Montero se adueñará del arco xeneize. Rodolfo Arruabarrena buscaba un futbolista con “experiencia, personalidad y capacidad para responder en partidos importantes”, y esas características las encontró en el actual integrante de la Selección de Colombia. El cuerpo técnico lo señaló como una prioridad desde el inicio de la planificación.
La dirigencia encabezada por Juan Román Riquelme aceleró las conversaciones por el colombiano apenas quedó libre tras el Mundial. La intención es sumar competencia y jerarquía en un puesto que el Vasco considera clave para el armado del equipo. Montero viene de una extensa trayectoria en el fútbol sudamericano y llega con el respaldo de haber sido protagonista en equipos importantes. Su presencia responde a la necesidad de elevar la competencia interna y contar con un guardameta de jerarquía internacional.
La eliminación de Colombia en la Copa del Mundo destrabó la operación. El futbolista quedó liberado para viajar, someterse a la revisión médica y convertirse oficialmente en nuevo jugador de Boca, que esperaba este momento para completar los trámites formales. La participación colombiana en el certamen había retrasado la incorporación, y ahora el club puede cerrar los detalles administrativos sin más demoras.
Más movimientos en el mercado de pases
Con Montero encaminado, Boca suma su segunda incorporación y continúa trabajando en otros sectores del campo. Arruabarrena también solicitó refuerzos para fortalecer la defensa, el mediocampo y el ataque, con la intención de armar un plantel más equilibrado.

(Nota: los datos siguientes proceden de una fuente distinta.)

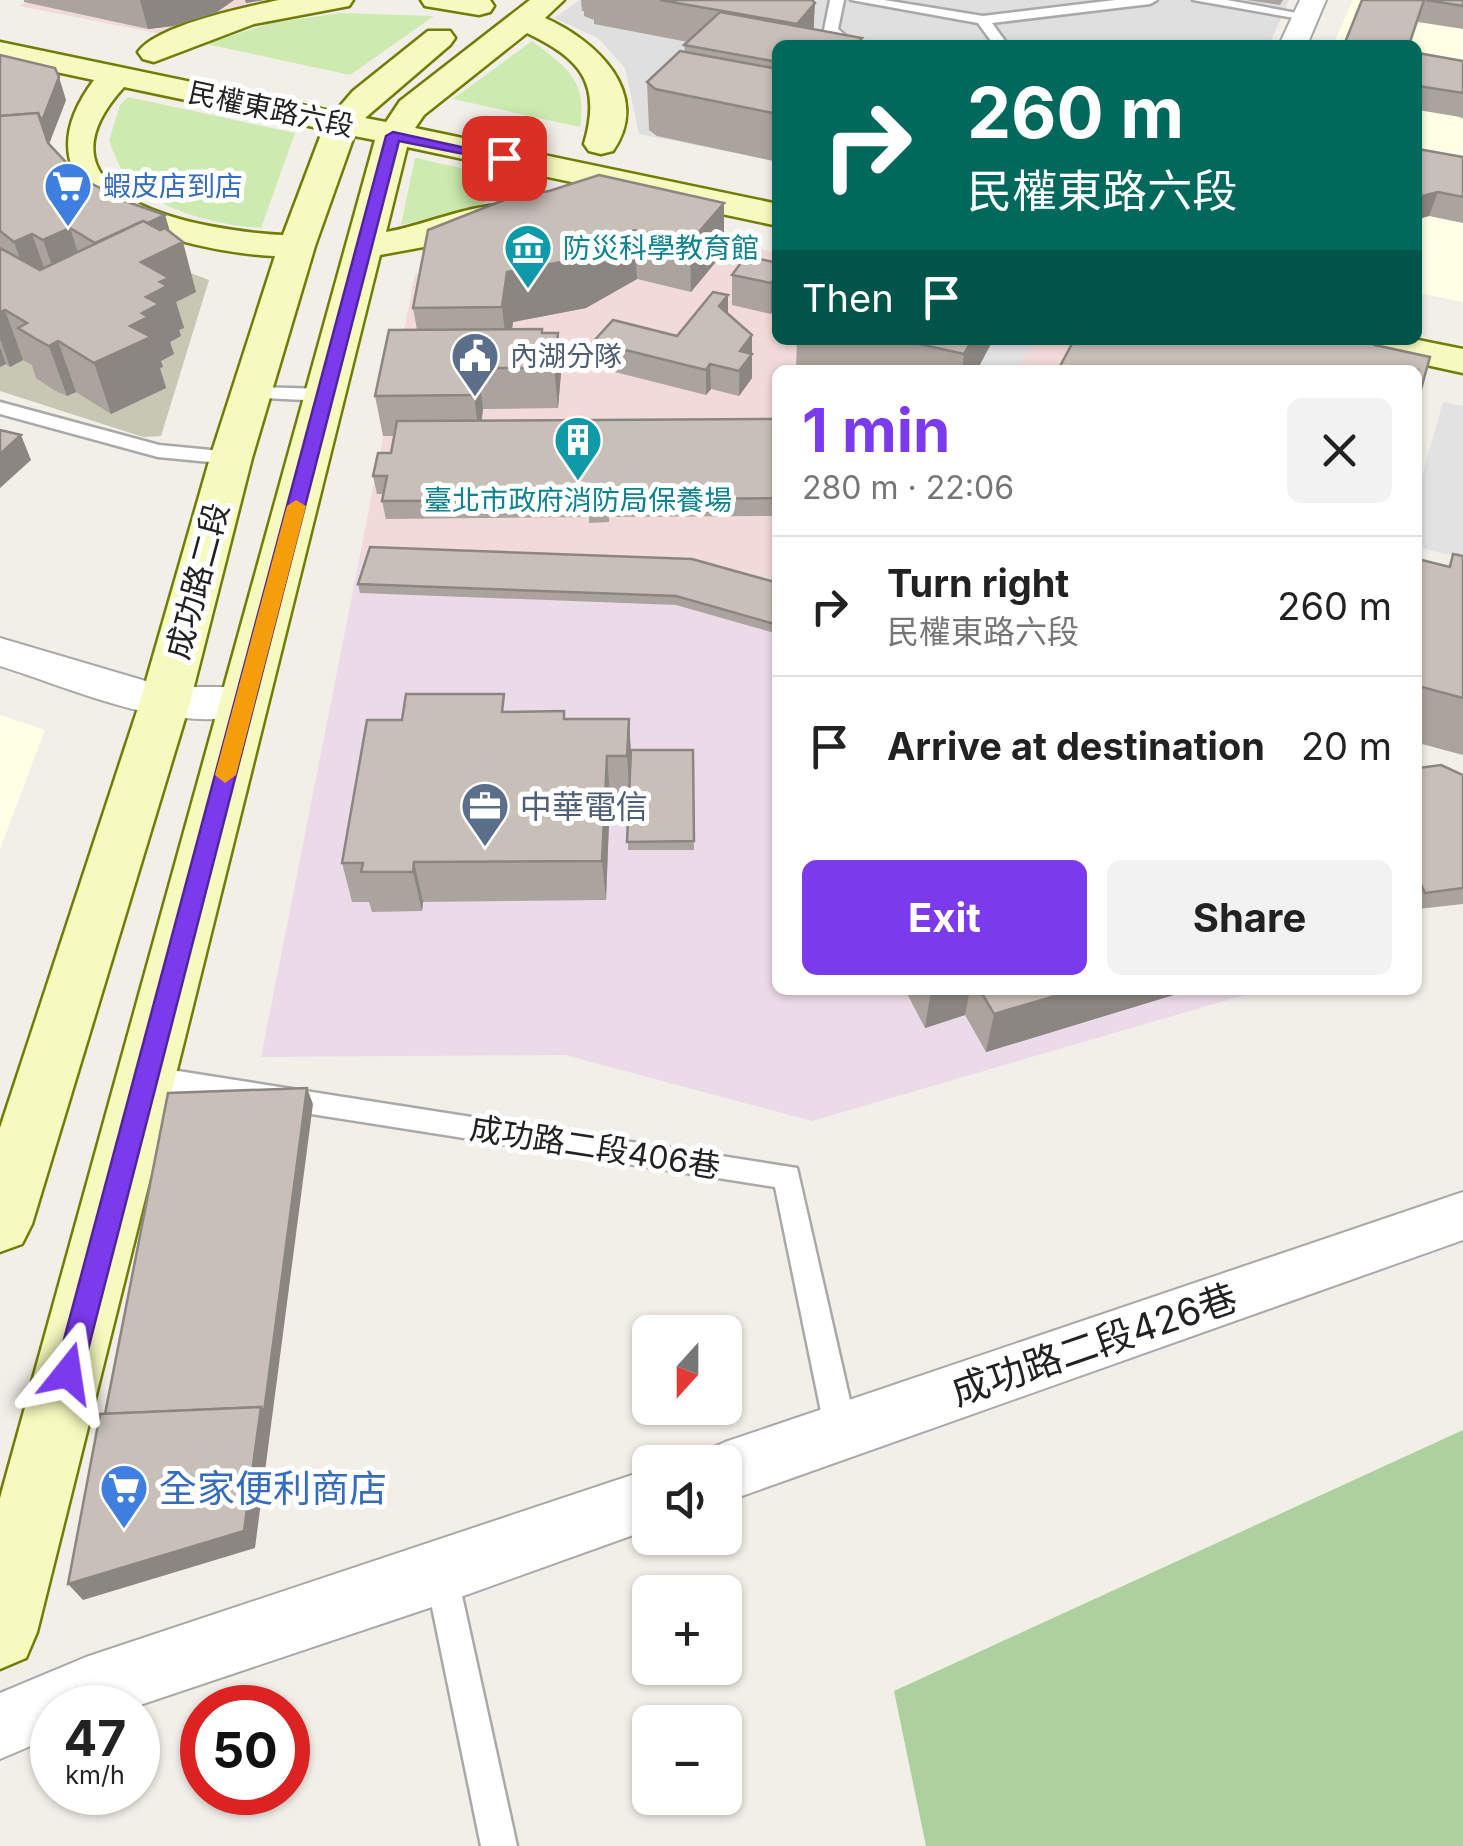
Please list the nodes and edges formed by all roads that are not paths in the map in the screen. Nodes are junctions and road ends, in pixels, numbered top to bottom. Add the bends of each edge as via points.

Mientras avanza la llegada del arquero, en el club siguen de cerca otras negociaciones. Una de las que mantiene en vilo a los hinchas es el posible regreso de Sebastián Villa, una operación que la dirigencia analiza con atención. La llegada de Montero es una señal fuerte del nuevo proyecto: el Xeneize busca jugadores preparados para asumir la presión de defender una camiseta que exige resultados inmediatos.